California Governor Gavin Newsom will release new guidelines for opening schools as coronavirus cases continue to mount in the most populous U.S. state, his office said Thursday.
The guidelines, to be released on Friday, come amid an intense debate across the United States about whether it would be safe to send children and teachers back into the classroom amid an ongoing pandemic.
The discussion has taken on a political tinge, as Republican President Donald Trump urges a return to regular school schedules, while many Democrats urge a more cautious approach, such as a continuation of virtual lessons.
In California, numerous school districts, including Los Angeles Unified, the state’s largest, have already said they would begin the school year with remote learning.
Several school districts in more conservative agricultural areas, however, plan to offer in-person learning for students.
Newsom has not yet indicated what the new guidelines will comprise, or whether he plans to order all schools districts to begin the fall term with distance learning.
However, California’s powerful teachers unions strongly oppose in-person instruction without safety measures that could be difficult and expensive to implement. School administrators in Los Angeles, San Diego and Sacramento moved to cancel in-person instruction days after the unions expressed their concerns.
Among the possible actions are a statewide ban on reopening or county-by-county rules based on the number of coronavirus cases.
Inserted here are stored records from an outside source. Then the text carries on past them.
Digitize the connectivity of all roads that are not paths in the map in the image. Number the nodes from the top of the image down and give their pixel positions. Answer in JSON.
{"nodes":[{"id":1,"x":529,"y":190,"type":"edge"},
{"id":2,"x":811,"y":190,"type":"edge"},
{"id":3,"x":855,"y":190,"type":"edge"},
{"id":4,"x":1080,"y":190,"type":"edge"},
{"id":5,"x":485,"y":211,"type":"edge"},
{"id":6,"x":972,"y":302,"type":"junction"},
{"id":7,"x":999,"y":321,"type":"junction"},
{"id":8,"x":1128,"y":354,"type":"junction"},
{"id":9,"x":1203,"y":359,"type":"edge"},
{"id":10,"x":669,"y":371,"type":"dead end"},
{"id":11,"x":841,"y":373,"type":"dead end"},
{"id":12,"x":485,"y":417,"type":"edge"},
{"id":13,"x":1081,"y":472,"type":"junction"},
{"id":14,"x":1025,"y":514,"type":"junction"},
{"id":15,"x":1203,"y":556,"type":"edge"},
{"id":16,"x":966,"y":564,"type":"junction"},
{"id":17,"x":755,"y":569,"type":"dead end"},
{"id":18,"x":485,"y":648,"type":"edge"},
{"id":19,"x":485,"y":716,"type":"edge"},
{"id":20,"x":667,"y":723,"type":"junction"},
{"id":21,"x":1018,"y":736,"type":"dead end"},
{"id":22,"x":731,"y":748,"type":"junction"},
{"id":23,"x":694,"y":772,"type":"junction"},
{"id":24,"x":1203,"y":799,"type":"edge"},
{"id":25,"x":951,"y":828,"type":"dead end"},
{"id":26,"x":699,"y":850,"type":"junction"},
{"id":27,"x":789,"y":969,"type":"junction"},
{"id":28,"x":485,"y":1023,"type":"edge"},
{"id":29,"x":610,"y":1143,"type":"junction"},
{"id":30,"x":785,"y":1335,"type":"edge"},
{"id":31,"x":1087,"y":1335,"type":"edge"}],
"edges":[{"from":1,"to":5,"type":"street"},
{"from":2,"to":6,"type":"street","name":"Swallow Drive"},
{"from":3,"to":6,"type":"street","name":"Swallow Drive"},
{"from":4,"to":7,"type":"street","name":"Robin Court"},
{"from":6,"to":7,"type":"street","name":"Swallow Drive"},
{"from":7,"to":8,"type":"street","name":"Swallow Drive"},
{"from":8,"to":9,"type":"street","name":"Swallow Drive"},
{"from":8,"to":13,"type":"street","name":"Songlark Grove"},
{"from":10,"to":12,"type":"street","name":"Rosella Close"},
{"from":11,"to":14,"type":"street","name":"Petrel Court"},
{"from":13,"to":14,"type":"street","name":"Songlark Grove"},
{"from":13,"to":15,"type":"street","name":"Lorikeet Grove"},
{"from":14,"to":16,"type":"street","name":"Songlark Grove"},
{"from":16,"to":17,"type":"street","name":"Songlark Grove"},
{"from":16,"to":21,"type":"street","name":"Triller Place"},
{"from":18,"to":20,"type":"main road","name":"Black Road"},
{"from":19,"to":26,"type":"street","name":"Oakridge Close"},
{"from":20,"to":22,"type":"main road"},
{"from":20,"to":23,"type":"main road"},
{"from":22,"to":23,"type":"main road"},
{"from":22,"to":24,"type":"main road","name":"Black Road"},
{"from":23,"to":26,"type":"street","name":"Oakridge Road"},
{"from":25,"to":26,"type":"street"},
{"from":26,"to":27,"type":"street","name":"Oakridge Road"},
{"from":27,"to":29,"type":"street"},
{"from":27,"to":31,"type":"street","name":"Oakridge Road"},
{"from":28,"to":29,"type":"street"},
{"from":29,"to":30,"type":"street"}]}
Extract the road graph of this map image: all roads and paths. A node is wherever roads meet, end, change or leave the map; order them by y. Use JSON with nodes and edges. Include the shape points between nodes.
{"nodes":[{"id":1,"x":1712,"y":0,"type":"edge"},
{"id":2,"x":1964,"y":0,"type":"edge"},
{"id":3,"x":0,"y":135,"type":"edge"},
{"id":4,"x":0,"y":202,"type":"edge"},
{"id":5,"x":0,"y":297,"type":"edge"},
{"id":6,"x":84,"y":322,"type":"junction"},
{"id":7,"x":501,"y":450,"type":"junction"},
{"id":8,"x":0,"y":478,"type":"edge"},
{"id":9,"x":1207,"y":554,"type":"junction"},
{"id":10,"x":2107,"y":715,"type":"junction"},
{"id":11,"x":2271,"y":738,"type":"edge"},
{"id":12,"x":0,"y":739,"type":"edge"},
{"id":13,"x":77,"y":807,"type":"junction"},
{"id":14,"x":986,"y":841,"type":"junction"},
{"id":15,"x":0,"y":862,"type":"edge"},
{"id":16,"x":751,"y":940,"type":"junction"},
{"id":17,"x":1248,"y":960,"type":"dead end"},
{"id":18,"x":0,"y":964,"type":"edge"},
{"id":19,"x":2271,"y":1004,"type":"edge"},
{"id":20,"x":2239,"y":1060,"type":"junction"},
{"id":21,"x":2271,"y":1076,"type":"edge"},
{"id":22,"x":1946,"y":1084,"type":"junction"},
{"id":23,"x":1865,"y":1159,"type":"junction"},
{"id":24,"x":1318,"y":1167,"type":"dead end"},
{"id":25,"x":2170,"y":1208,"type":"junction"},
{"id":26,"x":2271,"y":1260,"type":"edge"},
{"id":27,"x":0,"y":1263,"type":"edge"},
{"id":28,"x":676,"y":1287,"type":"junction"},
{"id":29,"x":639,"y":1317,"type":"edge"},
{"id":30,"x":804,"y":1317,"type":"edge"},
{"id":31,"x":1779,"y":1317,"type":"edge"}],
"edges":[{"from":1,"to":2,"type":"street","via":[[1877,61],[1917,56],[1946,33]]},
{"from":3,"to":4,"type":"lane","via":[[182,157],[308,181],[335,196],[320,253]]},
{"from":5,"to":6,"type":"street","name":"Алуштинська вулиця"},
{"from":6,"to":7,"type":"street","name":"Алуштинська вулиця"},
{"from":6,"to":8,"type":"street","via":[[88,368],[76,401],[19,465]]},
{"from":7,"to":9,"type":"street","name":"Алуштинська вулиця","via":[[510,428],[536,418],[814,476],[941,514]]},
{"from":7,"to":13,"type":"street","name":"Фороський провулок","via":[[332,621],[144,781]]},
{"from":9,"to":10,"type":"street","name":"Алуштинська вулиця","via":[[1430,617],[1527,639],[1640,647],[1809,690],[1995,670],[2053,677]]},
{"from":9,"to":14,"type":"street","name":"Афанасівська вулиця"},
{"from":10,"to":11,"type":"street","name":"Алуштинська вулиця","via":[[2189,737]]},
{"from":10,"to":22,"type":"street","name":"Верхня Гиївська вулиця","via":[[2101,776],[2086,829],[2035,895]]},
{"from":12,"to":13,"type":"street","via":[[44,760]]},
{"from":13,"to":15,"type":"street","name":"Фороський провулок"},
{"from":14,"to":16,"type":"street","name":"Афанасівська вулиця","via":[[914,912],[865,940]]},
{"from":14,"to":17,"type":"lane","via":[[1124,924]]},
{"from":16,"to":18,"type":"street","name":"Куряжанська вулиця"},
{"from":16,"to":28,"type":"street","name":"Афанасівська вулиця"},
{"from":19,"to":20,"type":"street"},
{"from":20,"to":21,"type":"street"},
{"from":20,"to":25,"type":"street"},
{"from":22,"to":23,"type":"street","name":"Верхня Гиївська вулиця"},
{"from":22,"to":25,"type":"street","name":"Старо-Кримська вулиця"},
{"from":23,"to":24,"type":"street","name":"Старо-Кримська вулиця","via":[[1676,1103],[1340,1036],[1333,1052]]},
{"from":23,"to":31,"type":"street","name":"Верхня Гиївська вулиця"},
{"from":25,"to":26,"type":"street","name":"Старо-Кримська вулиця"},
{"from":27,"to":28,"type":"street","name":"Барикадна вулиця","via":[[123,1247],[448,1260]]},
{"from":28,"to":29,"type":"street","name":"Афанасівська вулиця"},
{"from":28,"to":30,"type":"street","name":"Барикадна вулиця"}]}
A statewide rule could upend the plans of some more rural and conservative counties to hold classes as usual when school starts next month.
The state could also impose such restrictions as requiring face masks and protective gear for teachers and students, banning sports and requiring a so-called hybrid model under which students attend smaller, in-person classes for half the day or part of the week, followed by remote or online work done at home.
In-person safety measures as well as remote learning will require additional funding from the state and federal government, most experts say.